Paper Review: Robustness, Security, Privacy, Explainability, Efficiency, and Usability of Large Language Models for Code

Publisher

arXiv (Submitted to TOSEM)

Link to The Paper

https://arxiv.org/pdf/2403.07506

Name of The Authors

Zhou Yang, Zhensu Sun, Terry Zhuo Yue, Premkumar Devanbu, David Lo

Year of Publication

2024

Summary

This paper presents a comprehensive survey of 146 studies on non-functional properties of large language models for code (LLM4Code) beyond accuracy, including robustness, security, privacy, explainability, efficiency, and usability.
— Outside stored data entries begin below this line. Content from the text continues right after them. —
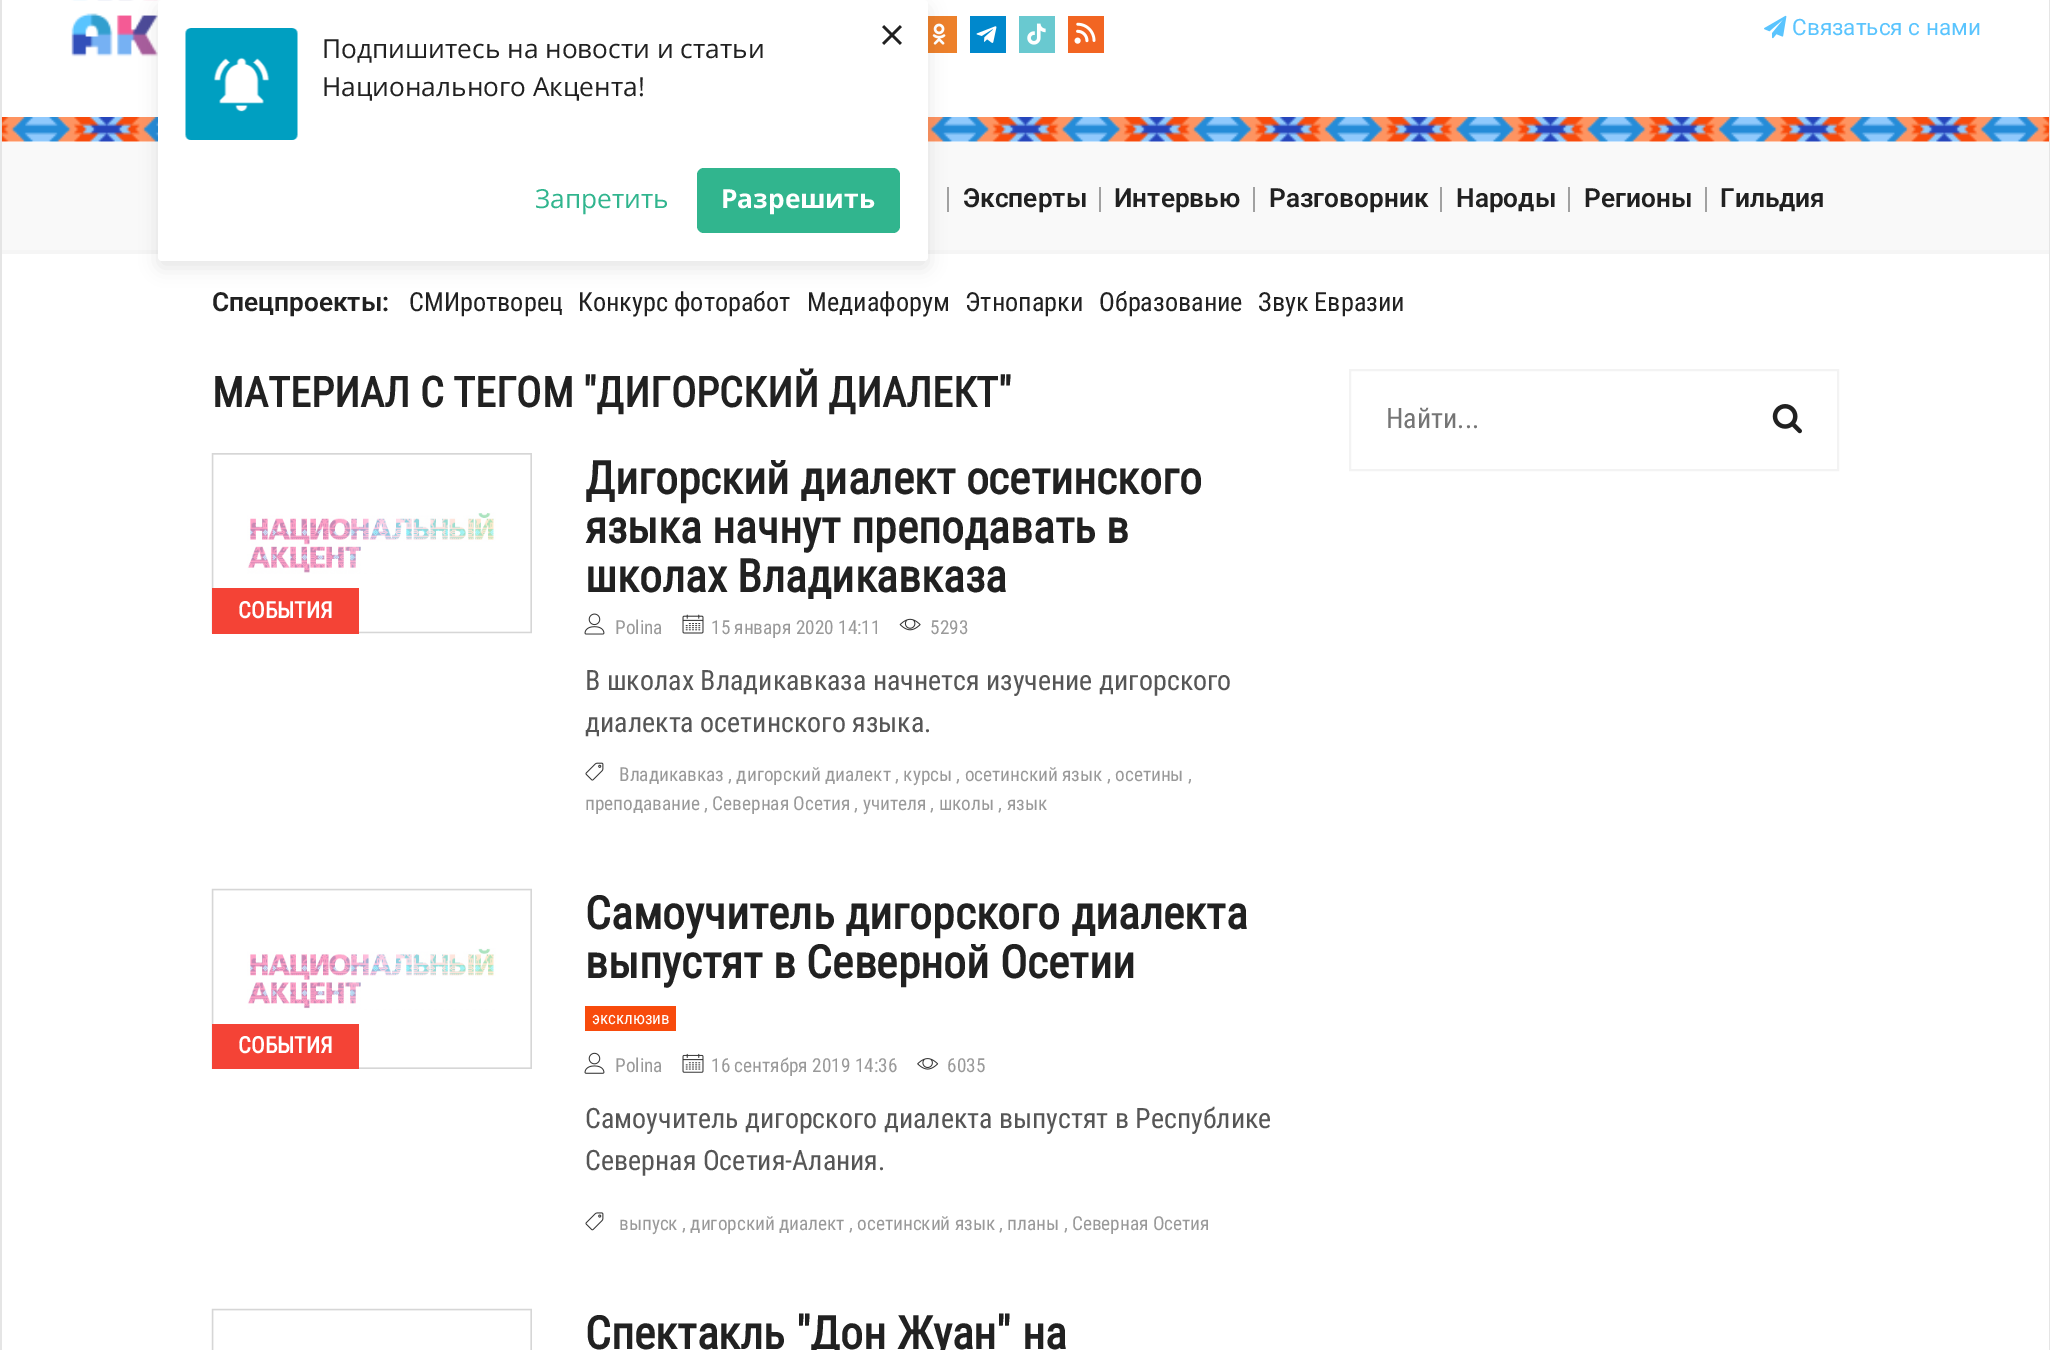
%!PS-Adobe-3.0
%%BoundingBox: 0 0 2050 1350
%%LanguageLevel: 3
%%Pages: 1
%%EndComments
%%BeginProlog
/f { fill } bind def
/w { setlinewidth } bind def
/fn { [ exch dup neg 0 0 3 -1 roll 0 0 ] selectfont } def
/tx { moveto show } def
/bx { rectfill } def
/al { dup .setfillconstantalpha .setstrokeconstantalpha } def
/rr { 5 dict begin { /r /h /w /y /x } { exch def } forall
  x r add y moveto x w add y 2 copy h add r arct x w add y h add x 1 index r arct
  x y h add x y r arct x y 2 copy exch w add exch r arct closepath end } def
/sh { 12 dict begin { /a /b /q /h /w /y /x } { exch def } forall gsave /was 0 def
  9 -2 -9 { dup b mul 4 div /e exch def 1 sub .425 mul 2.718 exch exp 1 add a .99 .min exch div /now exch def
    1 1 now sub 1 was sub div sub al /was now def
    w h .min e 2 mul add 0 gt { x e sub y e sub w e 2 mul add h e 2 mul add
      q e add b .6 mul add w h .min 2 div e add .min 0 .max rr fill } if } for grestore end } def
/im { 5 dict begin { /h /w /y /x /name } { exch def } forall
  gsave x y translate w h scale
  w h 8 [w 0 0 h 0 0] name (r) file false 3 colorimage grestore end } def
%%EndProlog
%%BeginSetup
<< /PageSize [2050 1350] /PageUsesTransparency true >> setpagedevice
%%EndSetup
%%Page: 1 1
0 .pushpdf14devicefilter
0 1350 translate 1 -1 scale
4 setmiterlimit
1 setgray
0 0 2050 1350 bx
0.898 setgray
2049 0 1 1350 bx
0 0 2 1350 bx
(image0.raw) 71 0 87 57 im
(image1.raw) 928 16 29 37 im
(image2.raw) 970 16 36 37 im
(image3.raw) 1019 16 36 37 im
(image4.raw) 1068 16 36 37 im
(image5.raw) 1764 15 23 24 im
/Roboto-Regular 22.5 fn
0.353 0.769 0.996 setrgbcolor
(Связаться с нами) 1792 35 tx
(image6.raw) 1 117 2049 25 im
0.976 setgray
2 142 2047 108 bx
0.961 setgray
2 250 2047 4 bx
0.631 setgray
947 187 2 25 bx
/Roboto-SemiBold 26.25 fn
0.129 setgray
(Эксперты) 963 207 tx
0.631 setgray
1099 187 2 25 bx
0.129 setgray
(Интервью) 1114 207 tx
0.631 setgray
1253 187 2 25 bx
0.129 setgray
(Разговорник) 1269 207 tx
0.631 setgray
1440 187 2 25 bx
0.129 setgray
(Народы) 1456 207 tx
0.631 setgray
1568 187 2 25 bx
0.129 setgray
(Регионы) 1584 207 tx
0.631 setgray
1705 187 2 25 bx
0.129 setgray
(Гильдия) 1720 207 tx
(Спецпроекты:) 212 311 tx
/RobotoCondensed-Regular 26.25 fn
(СМИротворец) 409 311 tx
(Конкурс фоторабот) 578 311 tx
(Медиафорум) 807 311 tx
(Этнопарки) 965 311 tx
(Образование) 1099 311 tx
(Звук Евразии) 1258 311 tx
/RobotoCondensed-Bold 42 fn
(МАТЕРИАЛ С ТЕГОМ "ДИГОРСКИЙ ДИАЛЕКТ") 212 407 tx
(image7.raw) 211 453 321 181 im
0.957 0.263 0.212 setrgbcolor
212 588 147 46 bx
/RobotoCondensed-Bold 22.75 fn
1 setgray
(СОБЫТИЯ) 238 618 tx
/RobotoCondensed-Bold 45.5 fn
0.129 setgray
(Дигорский диалект осетинского) 585 494 tx
(языка начнут преподавать в) 585 543 tx
(школах Владикавказа) 585 592 tx
(image8.raw) 584 613 21 22 im
/RobotoCondensed-Regular 19.25 fn
0.6 setgray
(Polina) 615 634 tx
(image9.raw) 682 614 22 20 im
(15 января 2020 14:11) 711 634 tx
(image10.raw) 899 618 22 13 im
(5293) 930 634 tx
/RobotoCondensed-Regular 28 fn
0.337 setgray
(В школах Владикавказа начнется изучение дигорского) 585 690 tx
(диалекта осетинского языка.) 585 732 tx
(image11.raw) 585 762 19 19 im
/RobotoCondensed-Regular 19.25 fn
0.6 setgray
(Владикавказ , дигорский диалект , курсы , осетинский язык , осетины ,) 619 781 tx
(преподавание , Северная Осетия , учителя , школы , язык) 585 810 tx
(image12.raw) 211 888 321 181 im
0.957 0.263 0.212 setrgbcolor
212 1024 147 45 bx
/RobotoCondensed-Bold 22.75 fn
1 setgray
(СОБЫТИЯ) 238 1053 tx
/RobotoCondensed-Bold 45.5 fn
0.129 setgray
(Самоучитель дигорского диалекта) 585 929 tx
(выпустят в Северной Осетии) 585 978 tx
0.973 0.294 0.047 setrgbcolor
585 1006 91 25 bx
/RobotoCondensed-Regular 17 fn
1 setgray
(эксклюзив) 592 1024 tx
(image13.raw) 584 1052 21 22 im
/RobotoCondensed-Regular 19.25 fn
0.6 setgray
(Polina) 615 1072 tx
(image14.raw) 682 1053 22 20 im
(16 сентября 2019 14:36) 711 1072 tx
(image15.raw) 917 1058 22 12 im
(6035) 947 1072 tx
/RobotoCondensed-Regular 28 fn
0.337 setgray
(Самоучитель дигорского диалекта выпустят в Республике) 585 1128 tx
(Северная Осетия-Алания.) 585 1170 tx
(image16.raw) 585 1212 19 19 im
/RobotoCondensed-Regular 19.25 fn
0.6 setgray
(выпуск , дигорский диалект , осетинский язык , планы , Северная Осетия) 619 1230 tx
(image17.raw) 211 1308 321 42 im
/RobotoCondensed-Bold 45.5 fn
0.129 setgray
(Спектакль "Дон Жуан" на) 585 1349 tx
0.953 setgray
2 w
1350 370 488 100 rectstroke
/RobotoCondensed-Regular 28 fn
0.459 setgray
(Найти...) 1386 428 tx
(image18.raw) 1772 404 30 30 im
0 setgray
158 7 770 261 4 9 0.1 sh
1 setgray
158 0 770 261 4 rr f
/OpenSans-Regular 45.5 fn
0.129 setgray
(×) 879 51 tx
(image19.raw) 185 28 113 112 im
/OpenSans-Regular 26.25 fn
(Подпишитесь на новости и статьи) 322 58 tx
(Национального Акцента!) 322 96 tx
0.192 0.71 0.557 setrgbcolor
(Запретить) 535 208 tx
697 168 203 65 7 rr f
/OpenSans-Bold 26.25 fn
1 setgray
(Разрешить) 721 208 tx
.poppdf14devicefilter showpage
%%EOF
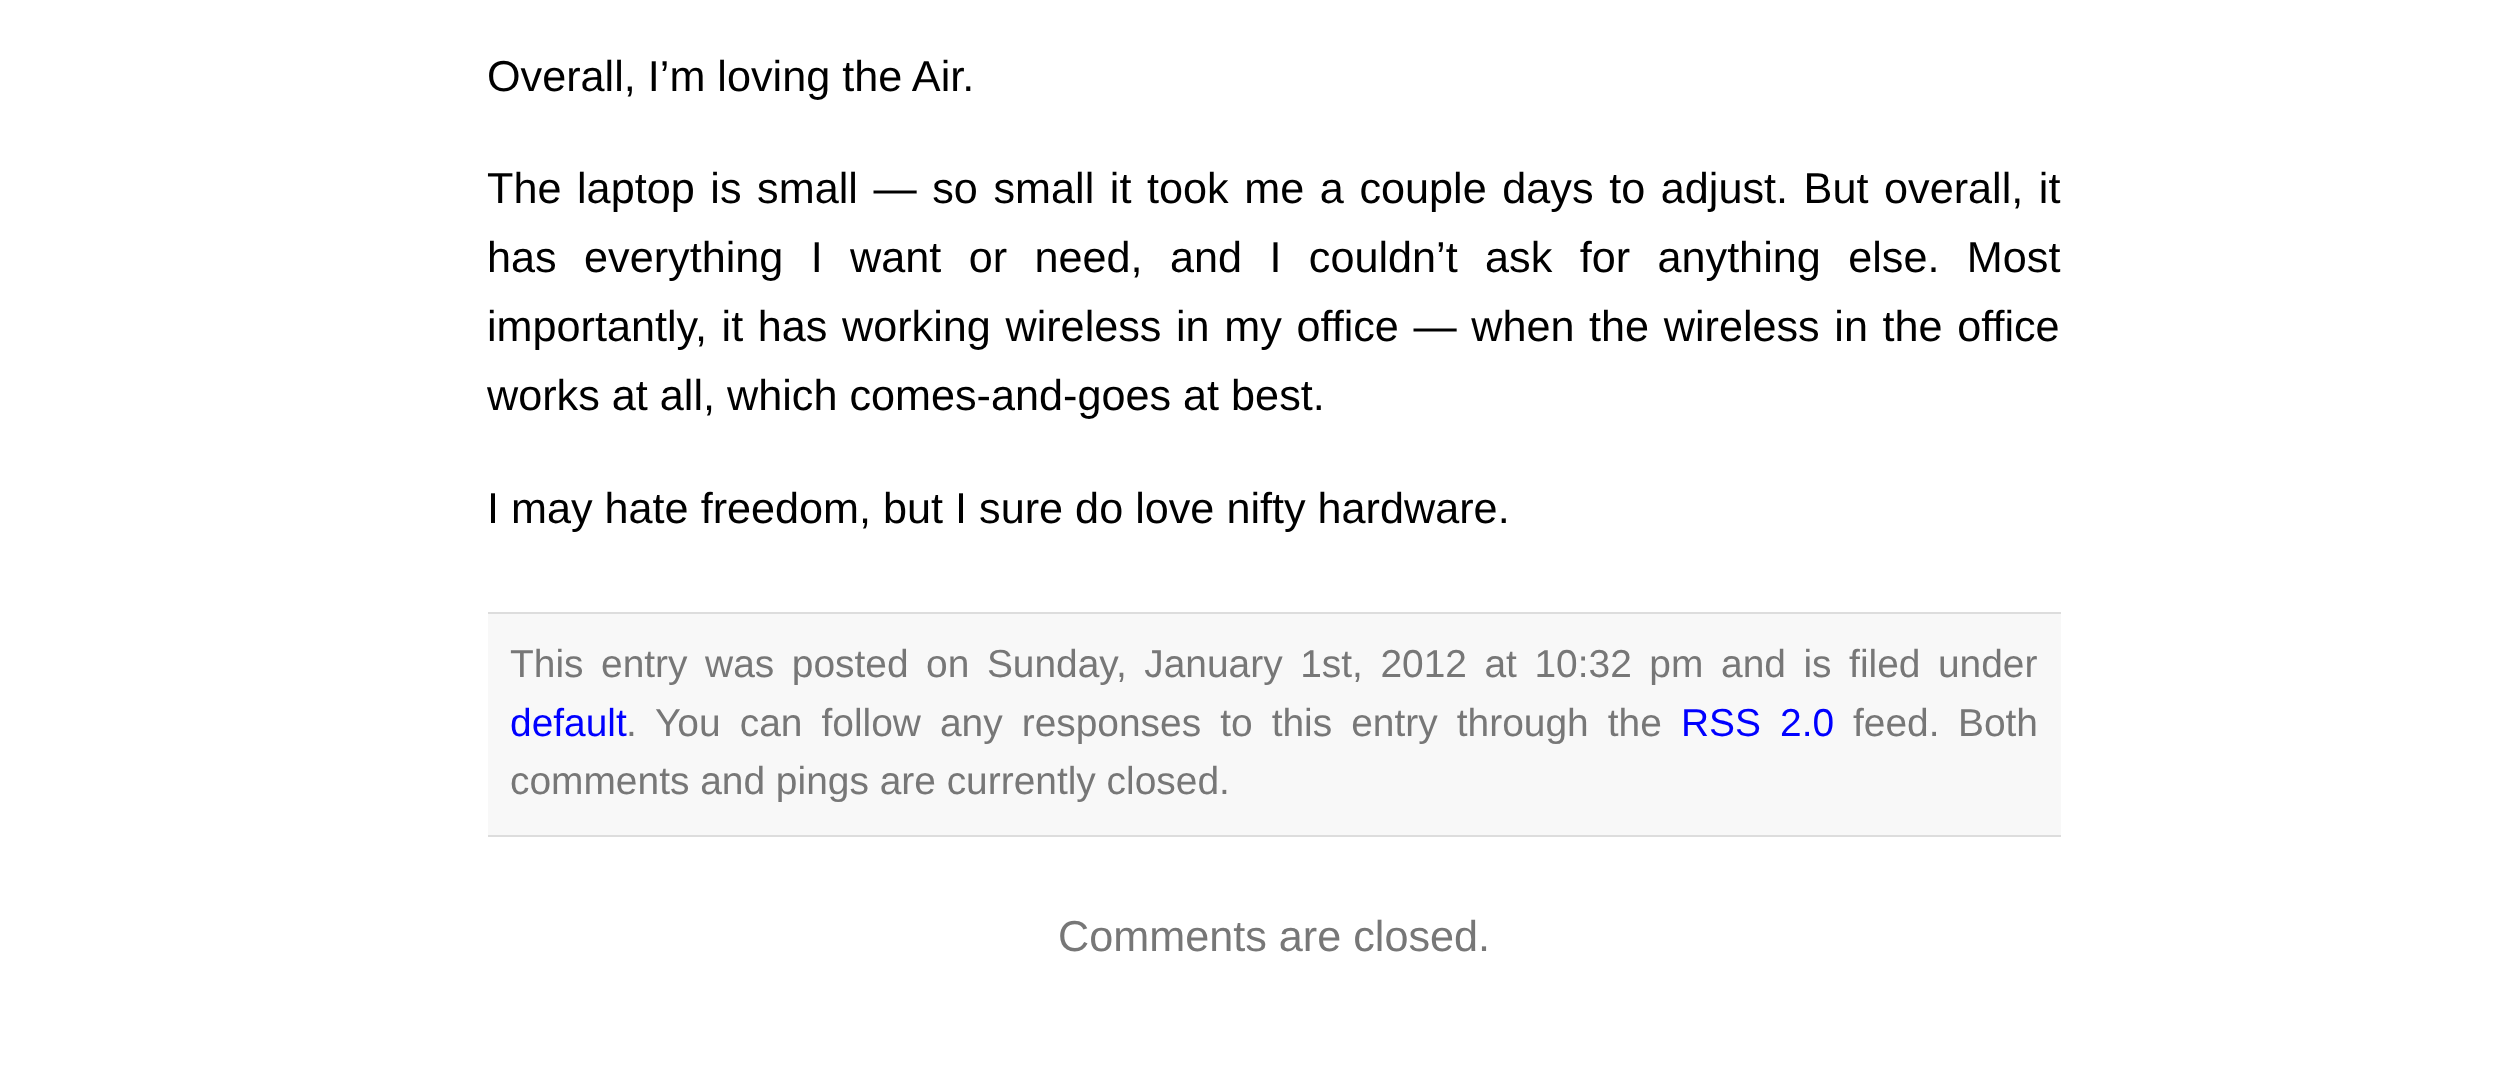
<!DOCTYPE html>
<meta charset="utf-8">
<style>body { margin: 0 } canvas { display: block }</style>
<canvas id="canvas" width="2496" height="1068"></canvas>
<script type="module">
  const canvas = document.getElementById("canvas");
  const ctx = canvas.getContext("2d");
  ctx.miterLimit = 4;
  ctx.fontKerning = "normal";

  ctx.fillStyle = "#ffffff";
  ctx.fillRect(0, 0, 2496, 1068);
  ctx.font = "43.2px Liberation Sans";
  ctx.fillStyle = "#000000";
  ctx.fillText("Overall, I’m loving the Air.", 487, 91);
  ctx.wordSpacing = "3.6px";
  ctx.fillText("The laptop is small — so small it took me a couple days to adjust. But overall, it", 487, 203);
  ctx.wordSpacing = "15.4px";
  ctx.fillText("has everything I want or need, and I couldn’t ask for anything else. Most", 487, 272);
  ctx.wordSpacing = "2.6px";
  ctx.fillText("importantly, it has working wireless in my office — when the wireless in the office", 487, 341);
  ctx.wordSpacing = "0px";
  ctx.fillText("works at all, which comes-and-goes at best.", 487, 410);
  ctx.fillText("I may hate freedom, but I sure do love nifty hardware.", 487, 523);
  ctx.fillStyle = "#f8f8f8";
  ctx.fillRect(488, 614, 1573, 221);
  ctx.fillStyle = "#dddddd";
  ctx.fillRect(488, 612, 1573, 2);
  ctx.fillRect(488, 835, 1573, 2);
  ctx.wordSpacing = "6.75px";
  ctx.font = "38.9px Liberation Sans";
  ctx.fillStyle = "#777777";
  ctx.fillText("This entry was posted on Sunday, January 1st, 2012 at 10:32 pm", 510, 677);
  ctx.fillText("and is filed under", 1721, 677);
  ctx.wordSpacing = "0px";
  ctx.fillStyle = "#0000ff";
  ctx.fillText("default", 510, 736);
  ctx.fillStyle = "#777777";
  ctx.fillText(".", 626, 736);
  ctx.wordSpacing = "8.25px";
  ctx.fillText("You can follow any responses to this entry through the", 655, 736);
  ctx.fillStyle = "#0000ff";
  ctx.fillText("RSS 2.0", 1681, 736);
  ctx.wordSpacing = "0px";
  ctx.fillStyle = "#777777";
  ctx.fillText("feed.", 1853, 736);
  ctx.fillText("Both", 1958, 736);
  ctx.fillText("comments and pings are currently closed.", 510, 794);
  ctx.font = "43.2px Liberation Sans";
  ctx.fillText("Comments are closed.", 1058, 951);
</script>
The survey identifies the current state-of-the-art techniques for evaluating and enhancing these properties, discusses the challenges and potential research opportunities, and proposes three perspectives on how to incorporate these properties when developing LLM4Code. The findings highlight the need for more effective evaluation methods, techniques to mitigate issues such as low robustness and privacy leaks, and a better understanding of the trade-offs between different properties.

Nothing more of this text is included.